──────── Given records
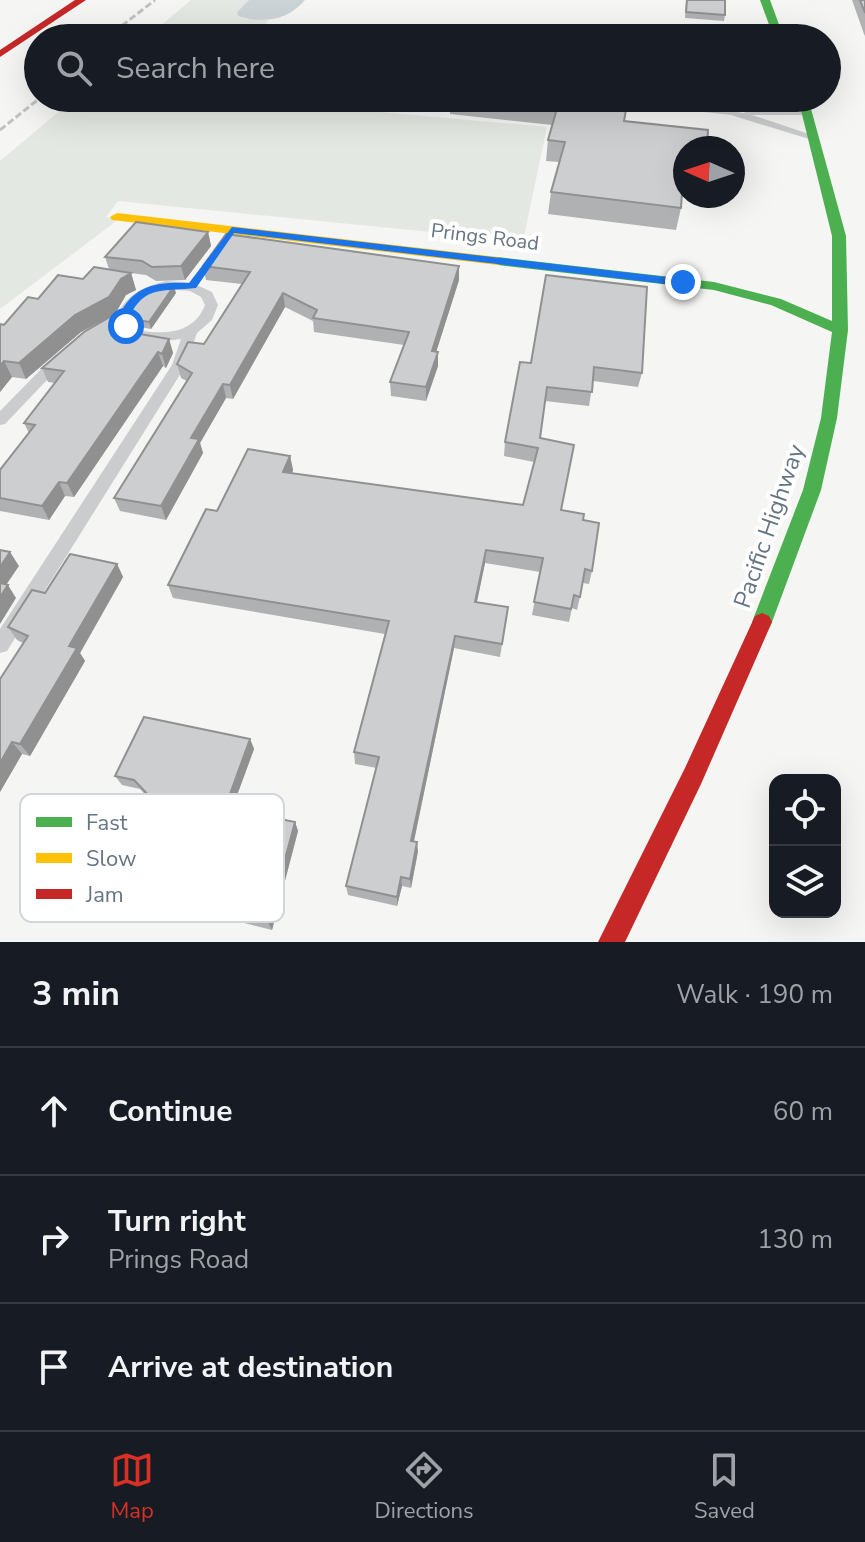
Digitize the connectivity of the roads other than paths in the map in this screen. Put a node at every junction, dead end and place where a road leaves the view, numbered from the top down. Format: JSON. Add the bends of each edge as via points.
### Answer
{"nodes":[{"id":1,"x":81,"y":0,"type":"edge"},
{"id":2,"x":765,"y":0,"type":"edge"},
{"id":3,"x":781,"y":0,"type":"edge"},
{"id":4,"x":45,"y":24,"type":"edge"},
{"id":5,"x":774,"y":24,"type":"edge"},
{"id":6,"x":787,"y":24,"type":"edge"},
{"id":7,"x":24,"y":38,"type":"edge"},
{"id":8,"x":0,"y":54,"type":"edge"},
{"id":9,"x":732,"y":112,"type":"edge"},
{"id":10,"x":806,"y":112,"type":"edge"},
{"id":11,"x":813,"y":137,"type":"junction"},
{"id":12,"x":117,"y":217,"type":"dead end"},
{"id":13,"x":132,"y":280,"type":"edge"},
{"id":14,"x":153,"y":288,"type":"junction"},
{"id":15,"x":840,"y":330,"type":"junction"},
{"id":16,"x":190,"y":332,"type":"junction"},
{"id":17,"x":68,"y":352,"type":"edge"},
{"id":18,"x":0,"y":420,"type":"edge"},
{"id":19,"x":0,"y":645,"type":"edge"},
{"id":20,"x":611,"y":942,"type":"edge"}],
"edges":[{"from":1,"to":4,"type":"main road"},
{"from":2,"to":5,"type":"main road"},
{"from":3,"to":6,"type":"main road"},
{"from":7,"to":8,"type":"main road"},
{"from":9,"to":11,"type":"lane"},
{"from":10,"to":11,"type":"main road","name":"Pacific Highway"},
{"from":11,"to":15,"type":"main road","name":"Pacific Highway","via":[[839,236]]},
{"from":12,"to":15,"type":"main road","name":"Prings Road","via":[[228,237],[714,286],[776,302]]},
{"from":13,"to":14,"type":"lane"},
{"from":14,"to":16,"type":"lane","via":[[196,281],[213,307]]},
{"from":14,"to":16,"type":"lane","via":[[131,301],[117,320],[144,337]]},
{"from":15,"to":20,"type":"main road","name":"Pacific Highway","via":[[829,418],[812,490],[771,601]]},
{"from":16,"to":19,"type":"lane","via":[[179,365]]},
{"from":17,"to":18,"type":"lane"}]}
────────────────
──────── Given records
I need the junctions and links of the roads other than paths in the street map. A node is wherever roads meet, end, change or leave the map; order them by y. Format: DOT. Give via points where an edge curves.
────────────────
Only lines with the word "roads" go in the answer. Take them all from the entries above.

> Task solution:
Digitize the connectivity of the roads other than paths in the map in this screen. Put a node at every junction, dead end and place where a road leaves the view, numbered from the top down. Format: JSON. Add the bends of each edge as via points.
I need the junctions and links of the roads other than paths in the street map. A node is wherever roads meet, end, change or leave the map; order them by y. Format: DOT. Give via points where an edge curves.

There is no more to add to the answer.